Practically speaking, there are situations which may arise in which an alleged defense of good motive would be wholly proper in a prosecution for false imprisonment. The trial court may then, after receiving and reviewing the evidence, within its discretion determine whether the jury should be so instructed. Such was apparently the procedure here, with the court determining that the evidence did not establish that this was a proper consideration for the jury.
As discussed fully in the majority opinion, the record indicates a rather substantial dispute in the focal evidence upon which defendant relies in asserting the defense of good motive to the criminal charge of false imprisonment.

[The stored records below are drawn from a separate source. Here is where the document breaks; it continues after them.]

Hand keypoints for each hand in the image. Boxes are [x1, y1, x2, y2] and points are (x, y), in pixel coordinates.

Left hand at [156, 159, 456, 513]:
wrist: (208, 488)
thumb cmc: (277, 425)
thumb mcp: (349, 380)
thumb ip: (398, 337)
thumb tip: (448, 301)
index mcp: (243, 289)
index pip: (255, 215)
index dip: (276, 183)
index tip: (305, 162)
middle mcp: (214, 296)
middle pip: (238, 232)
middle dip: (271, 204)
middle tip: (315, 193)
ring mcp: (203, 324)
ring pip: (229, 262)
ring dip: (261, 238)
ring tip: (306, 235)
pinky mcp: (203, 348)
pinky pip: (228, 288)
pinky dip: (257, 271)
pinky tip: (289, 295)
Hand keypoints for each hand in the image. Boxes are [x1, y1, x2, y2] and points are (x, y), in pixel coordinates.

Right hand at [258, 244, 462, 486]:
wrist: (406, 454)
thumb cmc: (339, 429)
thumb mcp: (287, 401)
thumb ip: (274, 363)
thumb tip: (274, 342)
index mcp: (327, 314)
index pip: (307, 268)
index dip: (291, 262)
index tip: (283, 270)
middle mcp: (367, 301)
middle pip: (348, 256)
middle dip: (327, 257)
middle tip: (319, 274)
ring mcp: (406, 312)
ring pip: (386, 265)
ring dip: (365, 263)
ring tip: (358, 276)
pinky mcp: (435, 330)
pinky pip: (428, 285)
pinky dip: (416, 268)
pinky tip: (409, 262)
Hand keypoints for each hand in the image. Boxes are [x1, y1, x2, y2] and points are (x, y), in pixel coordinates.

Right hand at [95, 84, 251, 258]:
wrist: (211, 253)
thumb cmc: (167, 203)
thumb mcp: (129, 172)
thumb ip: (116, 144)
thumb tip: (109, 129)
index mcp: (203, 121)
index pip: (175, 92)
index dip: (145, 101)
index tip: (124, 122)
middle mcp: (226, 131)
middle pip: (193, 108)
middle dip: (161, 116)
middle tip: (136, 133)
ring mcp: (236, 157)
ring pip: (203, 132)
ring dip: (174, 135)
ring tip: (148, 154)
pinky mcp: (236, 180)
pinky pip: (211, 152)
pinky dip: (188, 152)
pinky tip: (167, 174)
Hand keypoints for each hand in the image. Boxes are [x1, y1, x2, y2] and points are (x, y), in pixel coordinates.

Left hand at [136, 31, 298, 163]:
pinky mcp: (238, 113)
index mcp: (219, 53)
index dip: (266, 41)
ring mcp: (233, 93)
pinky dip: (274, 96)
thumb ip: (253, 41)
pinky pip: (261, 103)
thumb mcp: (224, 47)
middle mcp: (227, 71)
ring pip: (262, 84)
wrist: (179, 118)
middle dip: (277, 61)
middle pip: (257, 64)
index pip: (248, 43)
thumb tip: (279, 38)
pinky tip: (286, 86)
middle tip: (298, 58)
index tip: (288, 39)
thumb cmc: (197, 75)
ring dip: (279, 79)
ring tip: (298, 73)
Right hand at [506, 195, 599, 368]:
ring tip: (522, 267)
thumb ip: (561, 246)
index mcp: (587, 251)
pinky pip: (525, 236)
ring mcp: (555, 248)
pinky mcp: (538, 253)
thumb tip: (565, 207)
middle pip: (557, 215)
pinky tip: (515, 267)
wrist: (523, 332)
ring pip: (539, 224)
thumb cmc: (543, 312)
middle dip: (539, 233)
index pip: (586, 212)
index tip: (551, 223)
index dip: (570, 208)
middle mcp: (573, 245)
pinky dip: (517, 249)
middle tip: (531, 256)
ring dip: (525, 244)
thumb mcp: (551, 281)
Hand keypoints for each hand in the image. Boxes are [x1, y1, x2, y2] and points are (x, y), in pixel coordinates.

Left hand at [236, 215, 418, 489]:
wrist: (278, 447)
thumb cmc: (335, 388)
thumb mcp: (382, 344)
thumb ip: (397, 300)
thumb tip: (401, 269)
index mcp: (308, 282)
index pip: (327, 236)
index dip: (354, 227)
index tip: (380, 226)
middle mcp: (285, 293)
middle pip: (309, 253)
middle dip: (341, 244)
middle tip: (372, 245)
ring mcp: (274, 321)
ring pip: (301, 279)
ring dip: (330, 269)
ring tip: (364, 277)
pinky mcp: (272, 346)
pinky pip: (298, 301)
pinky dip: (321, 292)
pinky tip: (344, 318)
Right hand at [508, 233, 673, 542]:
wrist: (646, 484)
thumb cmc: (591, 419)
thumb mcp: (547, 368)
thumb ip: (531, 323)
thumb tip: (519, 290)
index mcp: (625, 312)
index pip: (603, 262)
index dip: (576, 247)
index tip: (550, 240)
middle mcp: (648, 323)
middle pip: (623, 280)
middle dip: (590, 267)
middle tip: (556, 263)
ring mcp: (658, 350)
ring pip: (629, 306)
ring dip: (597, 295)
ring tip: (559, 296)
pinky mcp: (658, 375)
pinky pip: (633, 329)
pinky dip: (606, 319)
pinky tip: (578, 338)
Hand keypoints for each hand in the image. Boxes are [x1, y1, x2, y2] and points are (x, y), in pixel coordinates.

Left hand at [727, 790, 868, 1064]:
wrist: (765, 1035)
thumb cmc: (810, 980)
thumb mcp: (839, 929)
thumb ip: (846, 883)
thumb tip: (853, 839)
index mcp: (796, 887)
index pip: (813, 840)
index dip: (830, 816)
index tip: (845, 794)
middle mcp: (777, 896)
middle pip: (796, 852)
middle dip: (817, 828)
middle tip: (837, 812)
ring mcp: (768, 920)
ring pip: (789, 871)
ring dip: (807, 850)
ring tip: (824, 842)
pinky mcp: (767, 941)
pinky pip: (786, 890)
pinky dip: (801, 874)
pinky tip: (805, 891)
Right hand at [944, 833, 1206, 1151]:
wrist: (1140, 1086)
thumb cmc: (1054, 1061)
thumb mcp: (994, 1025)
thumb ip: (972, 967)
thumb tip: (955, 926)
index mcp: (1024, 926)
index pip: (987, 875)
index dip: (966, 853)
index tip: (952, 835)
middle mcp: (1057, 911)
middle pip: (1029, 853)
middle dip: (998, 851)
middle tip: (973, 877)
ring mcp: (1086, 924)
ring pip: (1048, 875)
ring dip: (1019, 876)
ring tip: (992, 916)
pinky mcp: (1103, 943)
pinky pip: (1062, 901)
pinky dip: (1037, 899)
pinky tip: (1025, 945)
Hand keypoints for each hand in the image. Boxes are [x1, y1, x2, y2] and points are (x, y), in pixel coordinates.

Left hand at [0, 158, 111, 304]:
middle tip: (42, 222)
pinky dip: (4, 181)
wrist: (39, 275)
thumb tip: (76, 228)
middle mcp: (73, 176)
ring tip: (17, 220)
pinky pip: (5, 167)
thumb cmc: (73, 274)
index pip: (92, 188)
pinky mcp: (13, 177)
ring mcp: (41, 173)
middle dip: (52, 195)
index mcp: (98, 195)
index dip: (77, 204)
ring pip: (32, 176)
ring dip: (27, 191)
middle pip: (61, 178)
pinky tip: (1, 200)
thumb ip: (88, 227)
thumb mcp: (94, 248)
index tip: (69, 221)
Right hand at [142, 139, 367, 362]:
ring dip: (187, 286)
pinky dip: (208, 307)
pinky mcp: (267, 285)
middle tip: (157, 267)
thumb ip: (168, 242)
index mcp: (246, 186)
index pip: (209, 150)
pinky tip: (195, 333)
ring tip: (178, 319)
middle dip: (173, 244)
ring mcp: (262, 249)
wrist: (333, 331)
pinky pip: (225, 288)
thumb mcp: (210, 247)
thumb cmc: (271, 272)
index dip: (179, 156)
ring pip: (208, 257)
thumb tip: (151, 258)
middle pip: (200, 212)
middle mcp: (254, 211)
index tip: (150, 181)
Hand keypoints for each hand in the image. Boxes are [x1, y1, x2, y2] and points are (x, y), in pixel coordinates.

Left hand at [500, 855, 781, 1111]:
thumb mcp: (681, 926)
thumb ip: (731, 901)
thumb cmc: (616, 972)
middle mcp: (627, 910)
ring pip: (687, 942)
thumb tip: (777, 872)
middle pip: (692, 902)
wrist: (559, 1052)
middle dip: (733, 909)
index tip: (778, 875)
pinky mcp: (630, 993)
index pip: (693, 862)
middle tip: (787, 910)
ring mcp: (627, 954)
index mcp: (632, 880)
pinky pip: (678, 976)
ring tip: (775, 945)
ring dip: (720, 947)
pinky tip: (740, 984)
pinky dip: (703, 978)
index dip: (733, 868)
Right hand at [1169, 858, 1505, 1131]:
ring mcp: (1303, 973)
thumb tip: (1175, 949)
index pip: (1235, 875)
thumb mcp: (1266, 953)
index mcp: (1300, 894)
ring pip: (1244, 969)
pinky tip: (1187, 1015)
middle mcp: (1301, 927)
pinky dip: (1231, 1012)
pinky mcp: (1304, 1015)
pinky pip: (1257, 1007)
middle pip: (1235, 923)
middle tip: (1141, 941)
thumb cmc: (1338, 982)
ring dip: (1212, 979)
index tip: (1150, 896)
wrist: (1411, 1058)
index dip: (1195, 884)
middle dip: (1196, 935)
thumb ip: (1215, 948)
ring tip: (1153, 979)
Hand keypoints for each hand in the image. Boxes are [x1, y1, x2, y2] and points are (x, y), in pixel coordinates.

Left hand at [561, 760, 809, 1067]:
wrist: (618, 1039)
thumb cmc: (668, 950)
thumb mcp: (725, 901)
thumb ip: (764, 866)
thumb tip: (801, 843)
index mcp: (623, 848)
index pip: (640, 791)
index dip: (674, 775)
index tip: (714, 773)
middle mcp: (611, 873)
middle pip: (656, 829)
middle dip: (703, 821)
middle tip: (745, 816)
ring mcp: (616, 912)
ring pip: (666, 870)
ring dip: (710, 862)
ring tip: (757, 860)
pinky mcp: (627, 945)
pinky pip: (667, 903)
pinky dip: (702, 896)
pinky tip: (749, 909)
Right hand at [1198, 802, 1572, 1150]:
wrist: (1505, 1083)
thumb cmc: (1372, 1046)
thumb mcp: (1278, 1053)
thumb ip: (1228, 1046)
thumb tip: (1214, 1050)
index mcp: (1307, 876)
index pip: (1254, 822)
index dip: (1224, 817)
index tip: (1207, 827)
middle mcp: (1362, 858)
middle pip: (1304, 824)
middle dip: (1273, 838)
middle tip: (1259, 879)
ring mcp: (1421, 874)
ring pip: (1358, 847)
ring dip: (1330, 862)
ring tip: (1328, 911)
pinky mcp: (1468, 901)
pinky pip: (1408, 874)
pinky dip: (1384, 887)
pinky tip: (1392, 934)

Despite repeated claims by defendant that his actions were directed at preventing a suicide attempt by complainant, there is evidence that as the police officers approached the automobile in which complainant was confined, defendant did not immediately release her. Further, complainant testified that defendant told her, “Now be quiet * * * [a] nd stop' crying, there’s a police car right next to us.”
With this evidence before the court, a discretionary determination was made that an instruction regarding good faith or motives was not proper. I would, therefore, allow this determination to stand.
Mr. Justice Scott took no part in the consideration or decision of this case.